Pierre Bergès : Nous sommes dans notre rôle d’accompagnement auprès du syndicat d’initiative mixte propriétaire du site pour développer ses contacts avec les ports de Lille, Dourges, Valenciennes, qui sont autant d’exemples comparables dans les Hauts-de-France, partageant des problématiques de développement communes.
C’est aussi un projet qui dépasse les limites des Hauts-de-France et sur lequel je dois échanger avec le préfet Pascal Sanjuan, en charge du développement de la vallée de la Seine.
Le financement des études pour un raccordement ferroviaire et la réalisation d’une aire de retournement est inscrite dans le CPER. Longueil rejoint la philosophie de la feuille route, être opérationnel et concret, et la délégation d’axe est au service des acteurs du terrain.
NPI : Quels sont les autres projets structurants pour l’axe Nord ?
Pierre Bergès : Cap 2020 est un projet d’extension des capacités pour les conteneurs déterminant pour Dunkerque Port et pour tout l’axe Nord.
Il est essentiel pour gagner des parts de marché, disposer d’un système portuaire plus efficace, pouvoir accueillir et traiter plus de conteneurs, en cohérence avec le développement industriel et logistique du grand port maritime. Si on veut que la logistique transocéanique des nouvelles industries, comme Verkor ou ACC, passe par le port Dunkerque, ce dernier doit disposer de capacités suffisantes.
C’est un projet phare du CPER avec un financement de 98 millions d’euros prévu, environ un quart du montant nécessaire. Cap 2020, comme Seine-Nord, est un grand projet qu’il faut réussir.
Avec Cap 2020, la perspective est de 2 millions de conteneurs, au lieu de 750 000 EVP. C’est la brique de base pour développer l’axe Nord et la connexion ferroviaire ou fluviale de la façade maritime avec un hinterland plus éloigné en cohérence avec le développement d’un réseau de plates-formes intérieures.
Dans les autres ports, il y a des projets importants par exemple autour du ferroutage et de la voie mère à Calais. A Valenciennes, la croissance des trafics est forte, la réouverture du canal Condé-Pommeroeul lui offre de nouvelles perspectives.

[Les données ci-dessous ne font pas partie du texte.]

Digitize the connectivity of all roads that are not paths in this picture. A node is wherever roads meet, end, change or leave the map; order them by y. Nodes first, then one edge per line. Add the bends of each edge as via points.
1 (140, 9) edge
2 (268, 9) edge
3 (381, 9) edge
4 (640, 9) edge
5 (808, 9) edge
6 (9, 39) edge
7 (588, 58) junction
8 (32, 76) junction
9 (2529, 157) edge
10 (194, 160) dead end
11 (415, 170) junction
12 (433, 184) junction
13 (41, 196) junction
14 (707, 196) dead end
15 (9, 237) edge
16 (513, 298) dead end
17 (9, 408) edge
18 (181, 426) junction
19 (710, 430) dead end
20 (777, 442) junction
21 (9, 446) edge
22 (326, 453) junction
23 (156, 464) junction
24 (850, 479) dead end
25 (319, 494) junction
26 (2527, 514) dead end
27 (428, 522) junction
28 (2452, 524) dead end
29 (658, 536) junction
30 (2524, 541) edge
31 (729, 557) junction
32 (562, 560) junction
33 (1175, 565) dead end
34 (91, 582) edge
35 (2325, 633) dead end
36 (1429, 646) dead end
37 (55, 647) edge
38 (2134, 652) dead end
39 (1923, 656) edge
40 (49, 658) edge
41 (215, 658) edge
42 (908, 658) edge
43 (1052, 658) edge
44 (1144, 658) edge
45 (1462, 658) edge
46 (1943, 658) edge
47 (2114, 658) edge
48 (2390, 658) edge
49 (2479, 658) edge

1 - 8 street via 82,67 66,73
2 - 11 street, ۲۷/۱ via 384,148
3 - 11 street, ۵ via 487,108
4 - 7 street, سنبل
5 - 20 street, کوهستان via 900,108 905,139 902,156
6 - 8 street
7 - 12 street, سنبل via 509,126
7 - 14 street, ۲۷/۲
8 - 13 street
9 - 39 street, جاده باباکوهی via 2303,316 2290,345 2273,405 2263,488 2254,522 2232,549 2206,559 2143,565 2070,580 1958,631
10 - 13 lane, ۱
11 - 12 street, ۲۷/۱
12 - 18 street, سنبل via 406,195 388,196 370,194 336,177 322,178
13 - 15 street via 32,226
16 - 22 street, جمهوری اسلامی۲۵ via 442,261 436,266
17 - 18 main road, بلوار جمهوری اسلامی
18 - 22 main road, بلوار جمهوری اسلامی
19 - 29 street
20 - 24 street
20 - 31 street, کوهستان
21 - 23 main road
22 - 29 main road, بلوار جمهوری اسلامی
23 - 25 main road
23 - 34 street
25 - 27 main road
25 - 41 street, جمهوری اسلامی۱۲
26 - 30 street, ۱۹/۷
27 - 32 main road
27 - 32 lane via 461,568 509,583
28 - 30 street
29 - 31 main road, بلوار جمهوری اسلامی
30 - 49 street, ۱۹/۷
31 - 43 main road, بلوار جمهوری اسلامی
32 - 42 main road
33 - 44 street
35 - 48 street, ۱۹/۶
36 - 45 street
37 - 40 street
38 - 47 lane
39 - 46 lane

NPI : Et il y a bien évidemment la liaison Seine-Escaut et les travaux en cours du canal Seine-Nord Europe avec une mise en service en 2030 à anticiper, à préparer ?
Pierre Bergès : Le chantier du canal Seine-Nord Europe est un autre projet structurant et déterminant. Les travaux sont en cours dans l’Oise depuis l’année dernière.
Il va y avoir cette année l’enquête publique environnementale pour les autres secteurs. La règlementation prévoit des garanties fortes pour le patrimoine naturel, sur les mesures éviter, réduire, compenser (ERC) qui ont fait l’objet d’une instruction scrupuleuse par les services de l’Etat en lien avec la société du canal Seine-Nord Europe. La qualité du dossier a été reconnue par l’Autorité environnementale. L’enquête publique assurera l’information complète et permettra de recueillir l’avis du public sur l’impact de ce projet.